Prolonged inflationary pressures in the U.S. have pushed a wide array of retailers into bankruptcy proceedings. Recent filings include established names like Claire's and Joann, marking a rising trend in filings across multiple sectors noted by S&P Global Market Intelligence. Retailers accounted for the second-largest proportion of these bankruptcy declarations last year, which totaled 785, the highest tally since 2010.
The retailer manages roughly 33 Saks stores, 36 Neiman Marcus outlets, two Bergdorf Goodman shops, and close to 70 Saks Off 5th discount stores. New leadership took charge amid these developments, with Geoffroy van Raemdonck succeeding Richard Baker as CEO and Executive Chairman this week. Baker previously stepped in following the departure of former CEO Marc Metrick earlier this month.
In mid-2024, Saks Global acquired Neiman Marcus for $2.65 billion, seeking to consolidate a fragmented luxury market. However, this purchase further escalated the company’s already substantial debt at a time when luxury sales were softening.

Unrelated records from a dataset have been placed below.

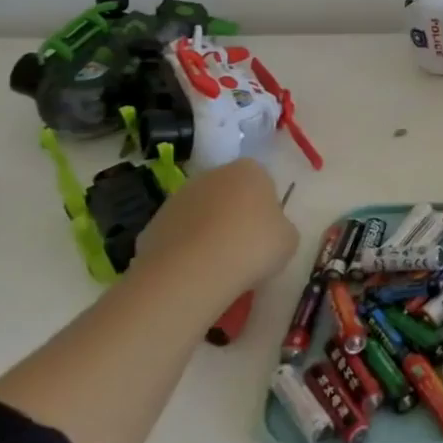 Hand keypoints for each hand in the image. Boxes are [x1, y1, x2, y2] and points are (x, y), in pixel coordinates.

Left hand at [134, 158, 298, 306]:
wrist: (192, 272)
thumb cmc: (252, 246)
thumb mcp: (288, 239)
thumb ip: (281, 227)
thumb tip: (269, 231)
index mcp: (249, 170)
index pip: (262, 180)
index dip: (267, 206)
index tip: (268, 231)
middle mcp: (212, 174)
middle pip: (229, 193)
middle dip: (235, 214)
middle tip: (245, 247)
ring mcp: (178, 197)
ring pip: (201, 213)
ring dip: (209, 231)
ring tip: (219, 265)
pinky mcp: (154, 224)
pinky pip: (179, 235)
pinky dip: (186, 249)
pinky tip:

Before the acquisition, Saks struggled with timely supplier payments, stretching out payment terms and creating friction with brand partners.
Industry analysts, like Neil Saunders, managing director of GlobalData Retail, noted the bankruptcy filing was an anticipated consequence of the leveraged acquisition, though he expressed surprise at how quickly events unfolded. Saunders described the acquisition as involving intricate financial maneuvers that ultimately hindered the group’s ability to realize its strategic goals.

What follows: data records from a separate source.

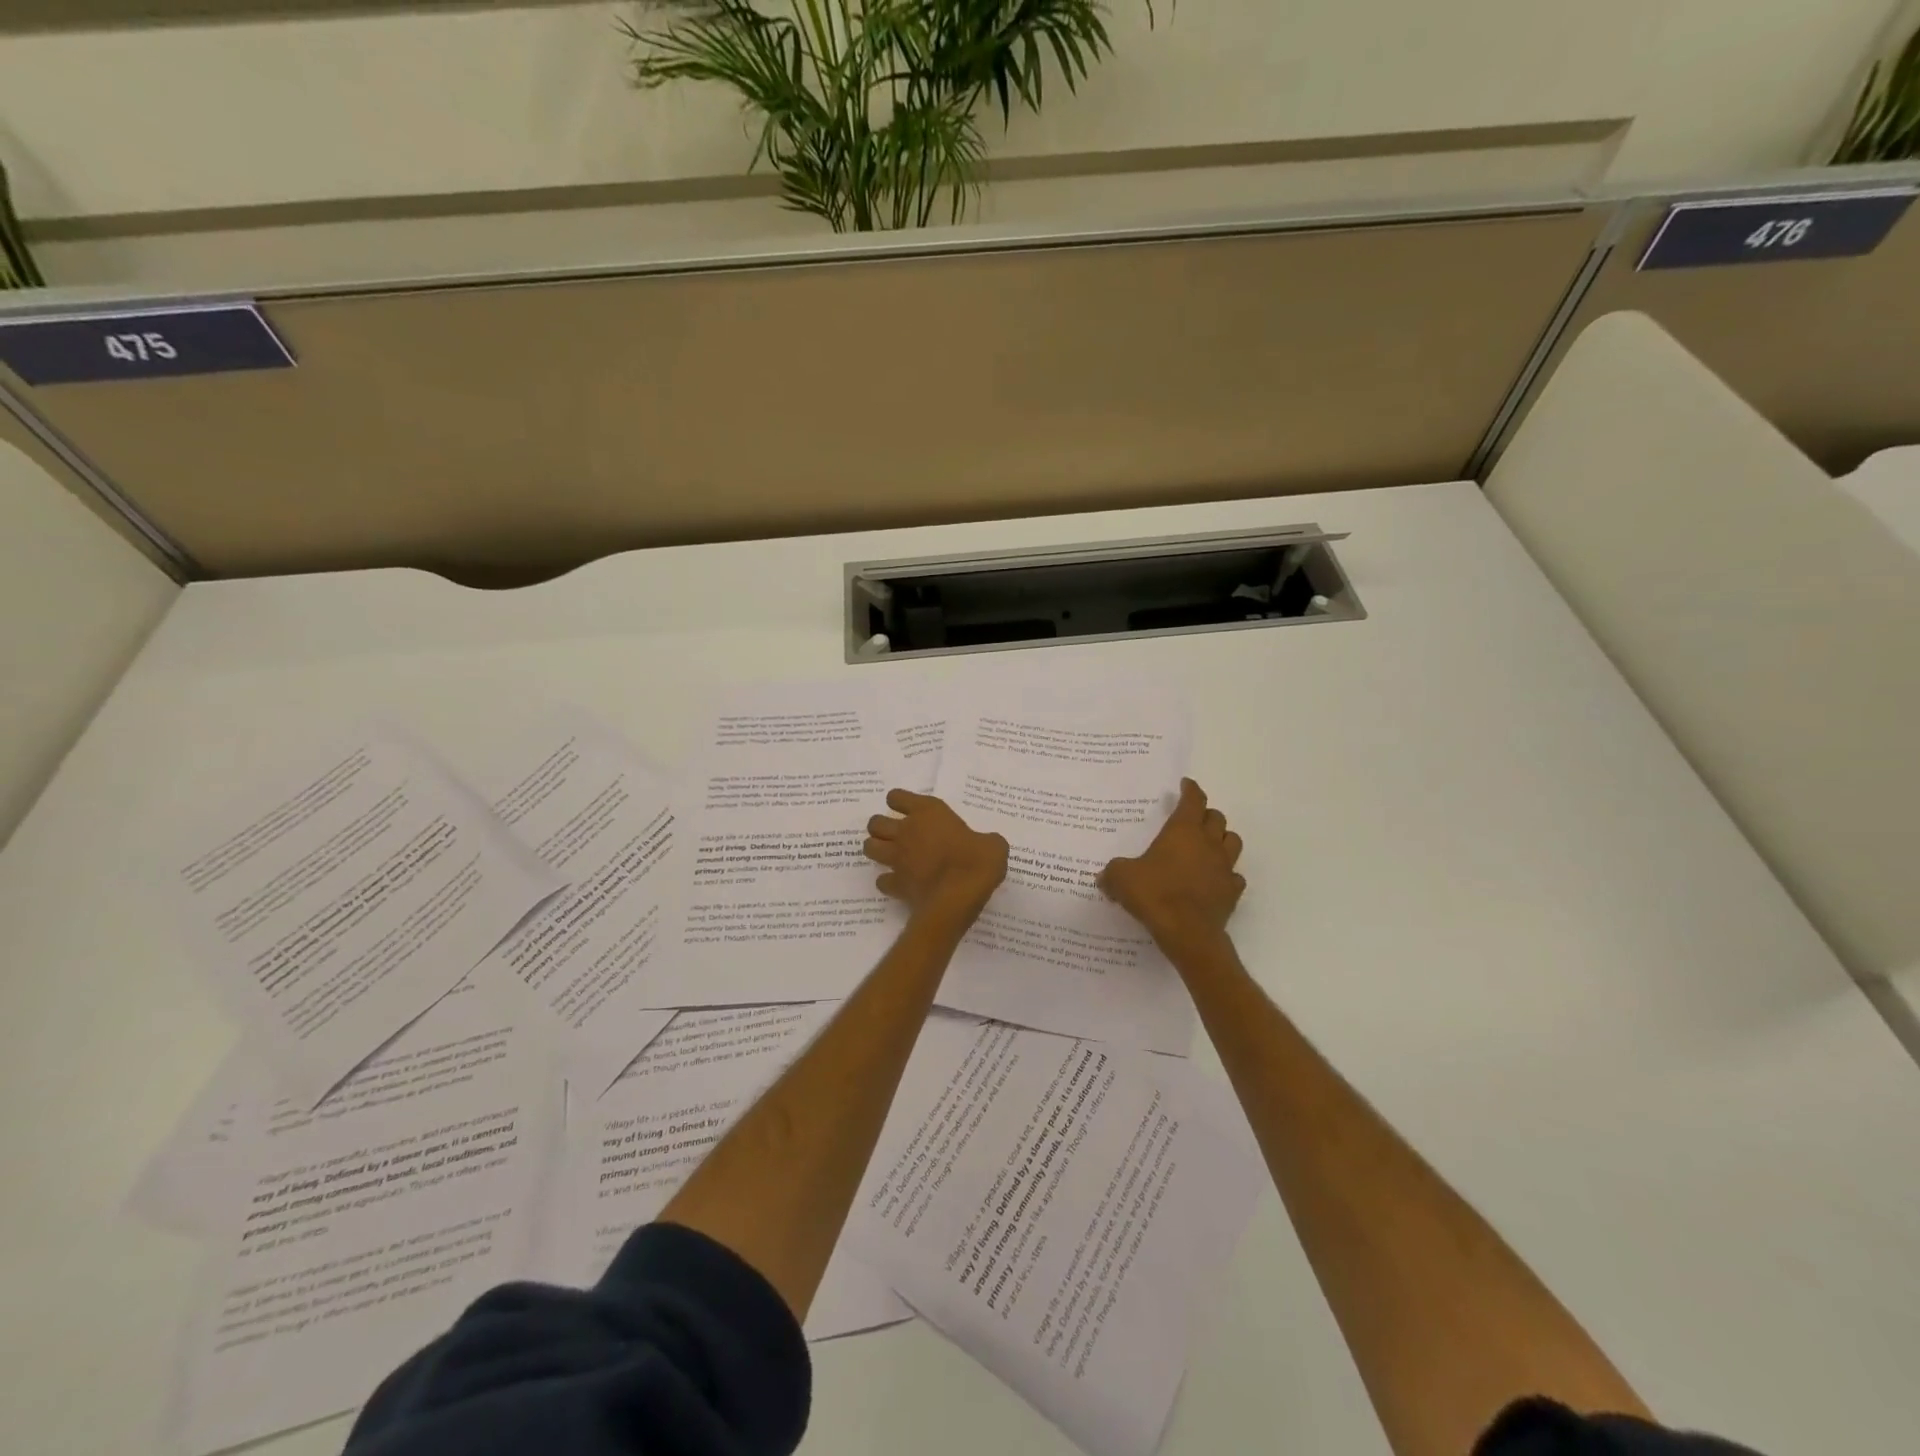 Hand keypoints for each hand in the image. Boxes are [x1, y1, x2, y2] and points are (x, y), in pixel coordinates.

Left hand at [864, 790, 1008, 922]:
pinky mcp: (896, 884)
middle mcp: (906, 831)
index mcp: (928, 812)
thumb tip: (986, 845)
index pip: (897, 797)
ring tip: (891, 855)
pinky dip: (888, 881)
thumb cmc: (977, 861)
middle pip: (875, 823)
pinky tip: (900, 884)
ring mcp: (897, 858)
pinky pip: (882, 880)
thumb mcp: (992, 844)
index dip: (899, 802)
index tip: (908, 810)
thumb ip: (984, 840)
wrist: (959, 896)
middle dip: (881, 828)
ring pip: (870, 847)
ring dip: (877, 850)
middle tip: (897, 835)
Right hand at [1099, 778, 1244, 951]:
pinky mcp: (1232, 891)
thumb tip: (1104, 876)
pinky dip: (1226, 874)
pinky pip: (1234, 876)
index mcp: (1183, 831)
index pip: (1193, 800)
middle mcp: (1208, 843)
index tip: (1186, 784)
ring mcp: (1224, 867)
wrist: (1187, 932)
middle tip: (1193, 819)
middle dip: (1206, 814)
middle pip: (1217, 818)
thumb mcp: (1121, 879)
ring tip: (1208, 845)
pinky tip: (1214, 880)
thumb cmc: (1154, 894)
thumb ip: (1113, 872)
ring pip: (1232, 841)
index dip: (1191, 790)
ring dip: (1222, 839)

The broader retail environment remains challenging even for financially stable entrants. A recent Bain & Company consultancy study projected a contraction in global luxury goods sales for the second consecutive year amid consumer caution prompted by economic concerns.
Several established retailers have already faced significant upheavals: Hudson’s Bay initiated widespread store liquidations in early 2025; Neiman Marcus previously filed for bankruptcy for approximately four months in 2020; Lord & Taylor sought bankruptcy protection in August 2020 and pivoted to a digital-only presence. Similarly, Nordstrom agreed to a $6.25 billion privatization deal last year.

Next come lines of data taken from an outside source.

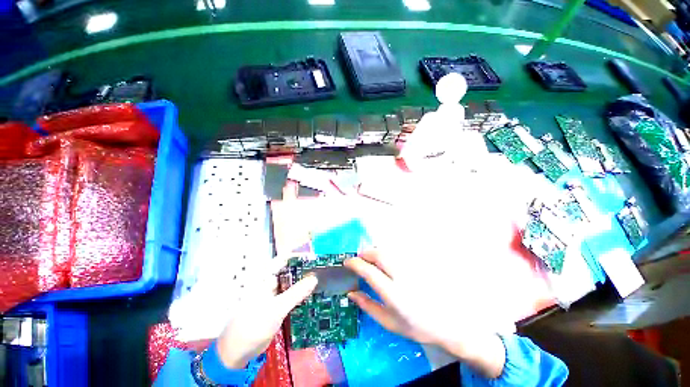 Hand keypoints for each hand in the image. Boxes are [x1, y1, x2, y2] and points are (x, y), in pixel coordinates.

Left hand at [216, 260, 317, 368]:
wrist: (238, 353)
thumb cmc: (253, 326)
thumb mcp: (276, 309)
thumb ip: (296, 293)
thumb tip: (314, 278)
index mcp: (265, 277)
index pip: (284, 259)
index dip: (299, 256)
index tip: (315, 258)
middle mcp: (270, 282)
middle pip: (290, 270)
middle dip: (305, 269)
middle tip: (322, 270)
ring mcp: (274, 294)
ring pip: (291, 283)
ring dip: (304, 282)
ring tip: (321, 280)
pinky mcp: (277, 305)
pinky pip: (291, 295)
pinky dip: (300, 294)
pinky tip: (312, 295)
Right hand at [345, 250, 505, 378]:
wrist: (449, 322)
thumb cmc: (417, 326)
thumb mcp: (390, 323)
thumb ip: (368, 306)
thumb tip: (351, 293)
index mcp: (394, 294)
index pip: (369, 272)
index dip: (355, 264)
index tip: (347, 262)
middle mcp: (403, 277)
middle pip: (379, 254)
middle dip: (365, 253)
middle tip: (359, 258)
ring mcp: (413, 267)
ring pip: (389, 250)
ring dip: (375, 251)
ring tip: (370, 257)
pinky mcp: (420, 263)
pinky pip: (399, 251)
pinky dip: (387, 252)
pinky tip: (386, 259) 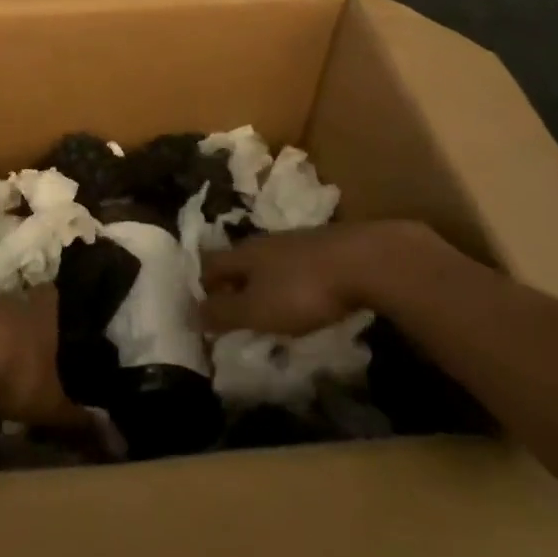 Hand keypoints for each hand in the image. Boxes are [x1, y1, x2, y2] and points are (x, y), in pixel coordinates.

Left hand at [0, 289, 88, 428]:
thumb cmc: (14, 372)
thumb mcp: (49, 405)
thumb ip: (78, 421)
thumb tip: (118, 442)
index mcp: (41, 311)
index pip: (51, 295)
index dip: (52, 306)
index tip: (53, 321)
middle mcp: (8, 299)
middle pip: (16, 305)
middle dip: (17, 327)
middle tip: (20, 356)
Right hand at [199, 219, 468, 336]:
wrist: (367, 261)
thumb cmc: (303, 289)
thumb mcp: (257, 309)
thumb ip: (224, 313)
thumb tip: (190, 314)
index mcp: (243, 254)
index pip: (210, 265)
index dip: (201, 285)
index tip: (199, 308)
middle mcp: (265, 242)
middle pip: (238, 261)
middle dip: (231, 284)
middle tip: (230, 310)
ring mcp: (298, 242)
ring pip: (268, 263)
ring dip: (261, 284)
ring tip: (265, 309)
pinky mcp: (327, 250)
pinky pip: (296, 267)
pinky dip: (290, 284)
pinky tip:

While Macy’s has seen sales improvements under new leadership, the company’s turnaround involved closing underperforming stores.
The bankruptcy filing has heightened concerns among vendors about Saks Global’s future. Gary Wassner, CEO of Hilldun Corp., which provides insurance ensuring suppliers receive payment for shipped merchandise, stated suppliers were anxious about pending spring deliveries already manufactured. Wassner noted Saks accounted for between 40% and 50% of sales for some clients. Owing to uncertainties, he advised his clients to halt shipments as of the previous month. Although there are around $130 million of spring orders awaiting delivery, suppliers are demanding payment guarantees before fulfilling them.
According to documents from the bankruptcy filing, Saks Global has financing commitments amounting to $1.5 billion from some creditors, along with an additional $240 million in incremental liquidity from lenders. The company listed assets and liabilities in a broad range between $1 billion and $10 billion. Chanel ranks as the largest unsecured creditor with an approximate claim of $136 million, followed by Kering — owner of Gucci, Saint Laurent, and Balenciaga — holding a $59.9 million claim.
Prolonged inflationary pressures in the U.S. have pushed a wide array of retailers into bankruptcy proceedings. Recent filings include established names like Claire's and Joann, marking a rising trend in filings across multiple sectors noted by S&P Global Market Intelligence. Retailers accounted for the second-largest proportion of these bankruptcy declarations last year, which totaled 785, the highest tally since 2010.